Reduce the material below to its lines containing "Ryan".

Start of Block

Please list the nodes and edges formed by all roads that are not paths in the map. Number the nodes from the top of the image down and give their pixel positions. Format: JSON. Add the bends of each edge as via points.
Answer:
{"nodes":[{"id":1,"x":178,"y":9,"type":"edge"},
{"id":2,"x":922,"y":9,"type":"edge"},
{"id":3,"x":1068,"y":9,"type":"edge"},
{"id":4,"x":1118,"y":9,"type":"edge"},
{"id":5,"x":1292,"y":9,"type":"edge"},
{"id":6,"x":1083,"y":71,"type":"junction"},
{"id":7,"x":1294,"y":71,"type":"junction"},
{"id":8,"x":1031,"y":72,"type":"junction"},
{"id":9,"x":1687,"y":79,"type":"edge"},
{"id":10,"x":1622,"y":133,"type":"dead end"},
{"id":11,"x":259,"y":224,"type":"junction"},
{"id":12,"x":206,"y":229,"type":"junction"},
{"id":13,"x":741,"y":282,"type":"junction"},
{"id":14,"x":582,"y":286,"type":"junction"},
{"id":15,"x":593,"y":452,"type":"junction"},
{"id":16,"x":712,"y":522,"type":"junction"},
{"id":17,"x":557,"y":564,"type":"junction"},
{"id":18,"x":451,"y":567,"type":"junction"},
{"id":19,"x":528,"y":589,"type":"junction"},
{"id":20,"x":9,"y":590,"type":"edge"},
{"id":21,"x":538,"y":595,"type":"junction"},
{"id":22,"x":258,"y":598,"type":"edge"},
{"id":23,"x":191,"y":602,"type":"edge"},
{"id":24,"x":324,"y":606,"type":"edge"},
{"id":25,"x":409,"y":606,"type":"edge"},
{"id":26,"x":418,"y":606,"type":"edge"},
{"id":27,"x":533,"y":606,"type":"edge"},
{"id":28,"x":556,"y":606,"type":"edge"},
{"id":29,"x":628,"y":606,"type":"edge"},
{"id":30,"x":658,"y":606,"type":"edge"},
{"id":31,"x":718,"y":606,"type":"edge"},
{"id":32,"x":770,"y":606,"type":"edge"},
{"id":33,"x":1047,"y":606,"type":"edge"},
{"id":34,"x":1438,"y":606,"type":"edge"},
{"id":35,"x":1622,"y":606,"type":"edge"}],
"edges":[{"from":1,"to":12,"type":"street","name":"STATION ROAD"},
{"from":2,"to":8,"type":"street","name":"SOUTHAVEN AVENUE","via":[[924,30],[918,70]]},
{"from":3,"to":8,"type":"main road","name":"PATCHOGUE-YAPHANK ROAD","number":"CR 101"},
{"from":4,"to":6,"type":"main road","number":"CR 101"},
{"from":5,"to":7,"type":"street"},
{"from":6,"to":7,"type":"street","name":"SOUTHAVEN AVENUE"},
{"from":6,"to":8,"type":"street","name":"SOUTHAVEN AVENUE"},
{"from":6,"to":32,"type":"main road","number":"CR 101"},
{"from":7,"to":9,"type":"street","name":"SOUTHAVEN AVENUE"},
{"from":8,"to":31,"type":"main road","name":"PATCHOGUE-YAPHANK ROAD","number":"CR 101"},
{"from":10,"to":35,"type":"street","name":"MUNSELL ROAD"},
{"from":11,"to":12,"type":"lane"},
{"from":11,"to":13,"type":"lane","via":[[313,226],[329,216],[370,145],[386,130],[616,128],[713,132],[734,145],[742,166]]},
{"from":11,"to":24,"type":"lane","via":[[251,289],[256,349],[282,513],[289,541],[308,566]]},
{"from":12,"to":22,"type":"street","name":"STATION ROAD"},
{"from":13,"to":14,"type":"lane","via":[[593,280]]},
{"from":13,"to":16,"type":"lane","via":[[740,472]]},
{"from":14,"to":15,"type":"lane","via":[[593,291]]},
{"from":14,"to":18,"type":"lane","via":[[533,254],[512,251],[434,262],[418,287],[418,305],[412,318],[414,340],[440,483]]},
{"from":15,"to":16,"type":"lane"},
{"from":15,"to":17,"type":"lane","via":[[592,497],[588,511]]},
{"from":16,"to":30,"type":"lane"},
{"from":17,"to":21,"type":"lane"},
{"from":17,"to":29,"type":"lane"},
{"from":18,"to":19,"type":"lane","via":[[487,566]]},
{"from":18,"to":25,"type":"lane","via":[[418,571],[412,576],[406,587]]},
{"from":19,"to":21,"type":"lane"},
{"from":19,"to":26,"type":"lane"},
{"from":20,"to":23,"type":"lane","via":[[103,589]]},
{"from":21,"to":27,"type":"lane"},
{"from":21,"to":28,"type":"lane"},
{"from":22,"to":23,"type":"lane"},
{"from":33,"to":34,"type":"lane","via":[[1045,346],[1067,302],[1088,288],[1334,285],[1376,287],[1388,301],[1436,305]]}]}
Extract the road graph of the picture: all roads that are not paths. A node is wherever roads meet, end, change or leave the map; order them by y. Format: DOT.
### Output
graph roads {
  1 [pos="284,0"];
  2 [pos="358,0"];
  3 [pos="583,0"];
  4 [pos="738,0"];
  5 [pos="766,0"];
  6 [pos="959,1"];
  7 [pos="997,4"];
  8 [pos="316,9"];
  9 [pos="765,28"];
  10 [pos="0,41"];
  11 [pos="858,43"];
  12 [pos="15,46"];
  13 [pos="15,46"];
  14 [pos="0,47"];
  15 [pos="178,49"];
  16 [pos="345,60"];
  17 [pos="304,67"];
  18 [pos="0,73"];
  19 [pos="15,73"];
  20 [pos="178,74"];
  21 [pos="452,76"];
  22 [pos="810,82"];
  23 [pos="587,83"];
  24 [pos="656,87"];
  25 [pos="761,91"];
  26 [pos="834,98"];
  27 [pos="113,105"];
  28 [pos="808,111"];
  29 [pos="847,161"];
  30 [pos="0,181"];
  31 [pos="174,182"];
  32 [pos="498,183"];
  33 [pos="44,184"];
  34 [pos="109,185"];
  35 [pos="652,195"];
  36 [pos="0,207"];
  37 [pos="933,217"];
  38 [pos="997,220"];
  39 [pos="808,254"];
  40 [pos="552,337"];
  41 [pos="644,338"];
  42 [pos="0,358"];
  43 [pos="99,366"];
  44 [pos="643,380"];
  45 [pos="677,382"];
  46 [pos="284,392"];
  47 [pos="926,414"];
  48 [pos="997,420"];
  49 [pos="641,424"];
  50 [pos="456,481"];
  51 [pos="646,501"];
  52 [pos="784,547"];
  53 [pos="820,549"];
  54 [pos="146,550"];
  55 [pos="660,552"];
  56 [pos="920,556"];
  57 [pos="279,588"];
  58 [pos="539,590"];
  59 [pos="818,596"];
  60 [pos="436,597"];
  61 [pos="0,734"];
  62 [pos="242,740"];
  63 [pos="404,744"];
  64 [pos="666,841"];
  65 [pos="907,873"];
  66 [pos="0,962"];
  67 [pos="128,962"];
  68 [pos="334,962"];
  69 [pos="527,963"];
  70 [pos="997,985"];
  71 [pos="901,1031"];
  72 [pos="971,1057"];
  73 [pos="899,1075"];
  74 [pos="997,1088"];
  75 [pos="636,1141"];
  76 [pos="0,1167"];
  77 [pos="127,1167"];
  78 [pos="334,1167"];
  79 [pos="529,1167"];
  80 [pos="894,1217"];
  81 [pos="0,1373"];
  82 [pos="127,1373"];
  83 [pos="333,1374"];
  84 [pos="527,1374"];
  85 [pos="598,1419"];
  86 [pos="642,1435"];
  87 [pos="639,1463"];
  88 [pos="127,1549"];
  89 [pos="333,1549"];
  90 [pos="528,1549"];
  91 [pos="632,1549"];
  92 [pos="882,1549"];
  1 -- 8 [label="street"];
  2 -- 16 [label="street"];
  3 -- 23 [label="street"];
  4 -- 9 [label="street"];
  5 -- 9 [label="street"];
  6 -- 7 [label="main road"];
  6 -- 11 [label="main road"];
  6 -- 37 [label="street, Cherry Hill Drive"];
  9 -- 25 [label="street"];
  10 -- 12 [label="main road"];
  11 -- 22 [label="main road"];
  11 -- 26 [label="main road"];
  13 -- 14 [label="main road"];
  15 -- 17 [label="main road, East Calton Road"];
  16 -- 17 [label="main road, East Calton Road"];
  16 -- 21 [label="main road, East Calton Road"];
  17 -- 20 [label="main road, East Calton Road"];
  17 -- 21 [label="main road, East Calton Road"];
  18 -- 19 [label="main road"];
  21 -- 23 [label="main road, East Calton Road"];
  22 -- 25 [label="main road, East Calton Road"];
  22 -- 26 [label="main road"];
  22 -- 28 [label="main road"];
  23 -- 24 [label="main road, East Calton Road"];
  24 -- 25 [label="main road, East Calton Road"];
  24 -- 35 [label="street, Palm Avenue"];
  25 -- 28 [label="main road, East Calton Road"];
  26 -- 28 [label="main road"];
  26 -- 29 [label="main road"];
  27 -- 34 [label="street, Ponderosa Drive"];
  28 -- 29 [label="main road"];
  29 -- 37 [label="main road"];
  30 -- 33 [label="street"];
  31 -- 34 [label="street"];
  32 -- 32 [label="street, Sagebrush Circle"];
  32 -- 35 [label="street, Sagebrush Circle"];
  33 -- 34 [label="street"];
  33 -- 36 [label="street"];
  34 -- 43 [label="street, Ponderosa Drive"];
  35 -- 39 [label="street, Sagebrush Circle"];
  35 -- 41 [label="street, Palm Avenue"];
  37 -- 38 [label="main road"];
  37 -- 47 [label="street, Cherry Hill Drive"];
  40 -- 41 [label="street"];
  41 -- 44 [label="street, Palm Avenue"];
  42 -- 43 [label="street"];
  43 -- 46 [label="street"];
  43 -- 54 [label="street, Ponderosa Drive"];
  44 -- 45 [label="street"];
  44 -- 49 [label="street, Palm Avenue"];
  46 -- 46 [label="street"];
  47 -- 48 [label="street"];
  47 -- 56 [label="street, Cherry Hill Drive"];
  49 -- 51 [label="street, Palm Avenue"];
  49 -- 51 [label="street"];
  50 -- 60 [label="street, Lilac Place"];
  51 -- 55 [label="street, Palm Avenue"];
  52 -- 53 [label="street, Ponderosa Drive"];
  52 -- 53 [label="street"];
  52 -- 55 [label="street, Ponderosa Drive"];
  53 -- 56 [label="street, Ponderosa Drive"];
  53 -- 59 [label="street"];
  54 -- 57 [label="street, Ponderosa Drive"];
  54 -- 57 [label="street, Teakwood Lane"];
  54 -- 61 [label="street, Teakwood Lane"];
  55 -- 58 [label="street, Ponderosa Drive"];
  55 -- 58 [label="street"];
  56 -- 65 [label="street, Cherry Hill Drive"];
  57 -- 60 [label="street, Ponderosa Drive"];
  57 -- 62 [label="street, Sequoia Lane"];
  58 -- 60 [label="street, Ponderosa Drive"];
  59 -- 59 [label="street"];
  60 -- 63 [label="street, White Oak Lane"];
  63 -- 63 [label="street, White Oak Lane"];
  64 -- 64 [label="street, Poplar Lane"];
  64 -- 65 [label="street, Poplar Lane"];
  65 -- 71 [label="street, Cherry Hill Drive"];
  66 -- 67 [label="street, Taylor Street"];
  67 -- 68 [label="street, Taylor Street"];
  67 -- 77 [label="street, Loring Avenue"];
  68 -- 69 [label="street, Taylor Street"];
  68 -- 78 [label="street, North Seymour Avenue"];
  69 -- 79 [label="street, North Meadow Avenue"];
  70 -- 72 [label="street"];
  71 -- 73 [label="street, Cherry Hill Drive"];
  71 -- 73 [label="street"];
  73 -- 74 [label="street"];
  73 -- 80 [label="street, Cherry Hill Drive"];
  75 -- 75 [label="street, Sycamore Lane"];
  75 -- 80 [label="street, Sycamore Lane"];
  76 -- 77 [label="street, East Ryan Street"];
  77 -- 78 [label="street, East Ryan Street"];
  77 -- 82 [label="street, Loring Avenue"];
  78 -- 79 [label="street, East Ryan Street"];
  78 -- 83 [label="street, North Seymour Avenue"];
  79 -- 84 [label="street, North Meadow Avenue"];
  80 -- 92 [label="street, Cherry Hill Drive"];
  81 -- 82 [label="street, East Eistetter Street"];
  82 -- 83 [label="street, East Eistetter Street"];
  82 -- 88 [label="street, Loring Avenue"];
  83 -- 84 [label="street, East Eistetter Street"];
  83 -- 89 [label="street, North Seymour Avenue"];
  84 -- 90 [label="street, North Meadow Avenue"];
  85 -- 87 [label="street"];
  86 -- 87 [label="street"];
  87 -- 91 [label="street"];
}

End of Block

### Answer to the problem
  76 -- 77 [label="street, East Ryan Street"];
  77 -- 78 [label="street, East Ryan Street"];
  78 -- 79 [label="street, East Ryan Street"];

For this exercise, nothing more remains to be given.